Influence of sodium homeostasis and circadian rhythm on dopaminergic modulation of 18-hydroxycorticosterone secretion in man.

Abstract

This study examines the effects of sodium homeostasis and circadian rhythm on plasma 18-hydroxycorticosterone (18-OHB) responses to the dopamine antagonist metoclopramide in seven normal individuals. Responses to metoclopramide were evaluated after receiving a 10-meq sodium diet, a 100-meq sodium diet, and a 200-meq sodium diet for 5 days. On all three occasions the subjects had reached sodium equilibrium states, as determined by urinary sodium measurements, at the time that they received metoclopramide.

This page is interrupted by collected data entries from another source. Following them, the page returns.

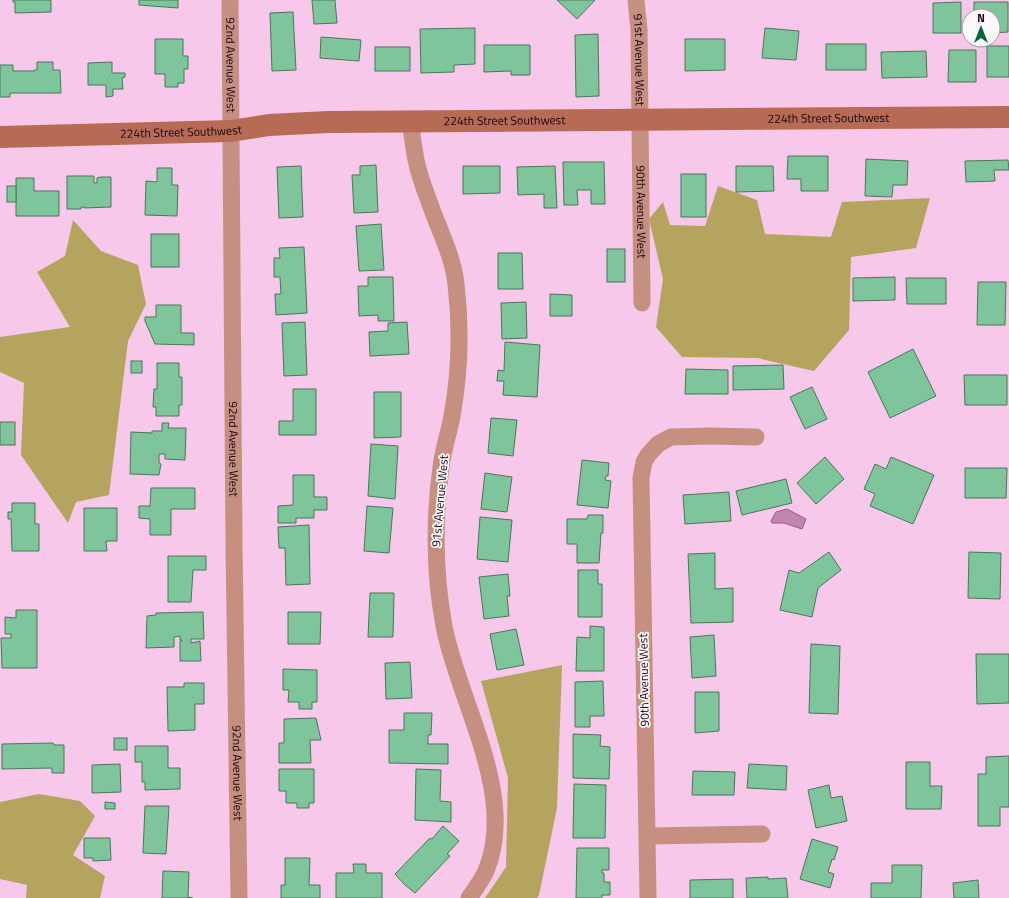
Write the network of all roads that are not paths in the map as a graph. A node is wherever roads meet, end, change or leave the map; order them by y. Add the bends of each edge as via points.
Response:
1 (230, 0) edge
2 (636, 0) edge
3 (1009, 117) edge
4 (640, 120) junction
5 (410, 122) junction
6 (230, 132) junction
7 (0, 137) edge
8 (642, 303) dead end
9 (756, 437) dead end
10 (762, 834) dead end
11 (648, 836) junction
12 (239, 898) edge
13 (469, 898) edge
14 (648, 898) edge

1 - 6 street, 92nd Avenue West
2 - 4 street, 91st Avenue West
3 - 4 street, 224th Street Southwest
4 - 5 street, 224th Street Southwest
4 - 8 street, 90th Avenue West
5 - 6 street, 224th Street Southwest via 269,125
5 - 13 street, 91st Avenue West via 415,156 429,203 450,256 456,281 458,307 459,362 452,415 441,464 435,549 444,628 487,768 495,812 491,856 486,872
6 - 7 street, 224th Street Southwest
6 - 12 street, 92nd Avenue West
9 - 11 street, 90th Avenue West via 671,437 658,444 644,462 640,478
10 - 11 street
11 - 14 street, 90th Avenue West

Percentage incremental 18-OHB responses to metoclopramide were greater (P less than 0.01) in the subjects after 5 days on a 200-meq sodium intake than after 5 days on a 10-meq sodium intake. The percentage increases in plasma 18-OHB after a 200-meq sodium intake were slightly greater (P less than 0.05) than increases after a 100-meq sodium intake. Plasma 18-OHB levels demonstrated a circadian rhythm, with plasma levels reaching their zenith during the later part of sleep and shortly after awakening and reaching their nadir between 2000 and 2400 h. Although basal levels of 18-OHB at 2200 h (15.5 +/- 1.6 ng/dl) were considerably lower (P less than 0.01) than basal levels of 18-OHB at 0800 h, the 18-OHB responses to metoclopramide were similar at 0800 and 2200 h. Administration of the dopamine agonist bromocriptine (2.5 mg three times a day for 4 days) suppressed (P less than 0.01) mean 24-h plasma 18-OHB levels from 21.9 +/- 2.0 to 14.8 +/- 1.4 ng/dl. However, bromocriptine did not alter the circadian rhythm of 18-OHB secretion. These data suggest that increased sodium intake leads to greater tonic dopaminergic inhibition of 18-OHB secretion. Although dopaminergic mechanisms modulate 18-OHB secretion, they do not govern the circadian rhythm of this corticosteroid.